La nuova prova, frutto di un lavoro corale che ha portato lo staff della Fondazione in molti lager d’Europa alla ricerca di elenchi, verbali, fotografie, materiale archivistico inedito, occupa lo spazio più esteso finora concesso del Vittoriano e dedica una sezione rilevante a quella che fu l’esperienza italiana con i crimini compiuti sia alla Risiera di San Sabba di Trieste che nel campo, meno noto, di Bolzano. Ad essere consultati, tra gli altri, gli archivi di Cdec, Ucei, Comunità ebraica di Torino, Istoreto, Museo ebraico della Comunità di Ferrara, Aned nazionale.
“La fine di un lager non va confusa con il modo in cui si è soliti pensare a una ‘liberazione’. Carri armati in trionfo, scene di giubilo tra la gente, grandi sorrisi. La liberazione di un campo di sterminio è una cosa ben diversa, nella maggior parte dei casi il concetto di festa proprio non esiste e lascia lo spazio a una ‘tragedia nella tragedia’. Questa è la verità e non molti sembrano averne coscienza” spiega il direttore scientifico della Fondazione Marcello Pezzetti.

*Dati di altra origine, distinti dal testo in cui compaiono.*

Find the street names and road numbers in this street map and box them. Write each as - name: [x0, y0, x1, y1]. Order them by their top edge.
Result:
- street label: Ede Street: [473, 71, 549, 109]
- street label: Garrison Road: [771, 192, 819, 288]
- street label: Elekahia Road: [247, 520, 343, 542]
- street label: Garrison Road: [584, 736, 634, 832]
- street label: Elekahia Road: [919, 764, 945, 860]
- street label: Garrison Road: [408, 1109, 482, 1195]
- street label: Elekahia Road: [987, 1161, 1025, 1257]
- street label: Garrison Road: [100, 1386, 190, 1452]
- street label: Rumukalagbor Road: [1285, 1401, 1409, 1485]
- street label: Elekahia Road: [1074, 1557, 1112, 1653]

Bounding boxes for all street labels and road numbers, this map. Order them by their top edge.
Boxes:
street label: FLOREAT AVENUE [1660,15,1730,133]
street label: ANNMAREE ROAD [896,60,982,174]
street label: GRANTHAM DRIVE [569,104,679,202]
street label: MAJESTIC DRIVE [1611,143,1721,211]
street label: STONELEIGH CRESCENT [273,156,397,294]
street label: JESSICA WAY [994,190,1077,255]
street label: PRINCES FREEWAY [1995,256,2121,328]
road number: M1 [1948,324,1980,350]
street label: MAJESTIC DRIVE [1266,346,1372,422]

Ed è proprio per questo che il visitatore si accomiaterà dal Vittoriano ascoltando brevi pensieri e riflessioni dei Testimoni della Shoah sull’esperienza dell’imprigionamento da cui si deduce, sottolinea Pezzetti, come gran parte di loro sia stata sì liberata fisicamente ma la loro testa continui a vagare nel campo. “Qualcuno si è salvato mettendo in piedi una famiglia, altri no. È un mosaico complesso, ma fatto di tanta sofferenza”, chiosa lo storico.
Per questo le biografie dei Testimoni, composite e rappresentative delle varie deportazioni, saranno al centro dell’intera narrazione, disseminate nei vari ambienti della mostra. Da Roma a Firenze, da Milano a Trieste, per arrivare a Rodi, alla Libia e alle comunità periferiche rispetto alla Penisola, le storie più rappresentative della Shoah italiana parleranno instaurando un’empatia immediata con il pubblico. “Una istantanea, per capire la sofferenza di cui stiamo parlando. E vedi protagonisti due sopravvissuti rodioti: Sami Modiano e Alberto Israel, il cui fratello morirà tra le braccia di Sami pochi giorni dopo il 27 gennaio. Questa – spiega Pezzetti – è la liberazione dei lager”.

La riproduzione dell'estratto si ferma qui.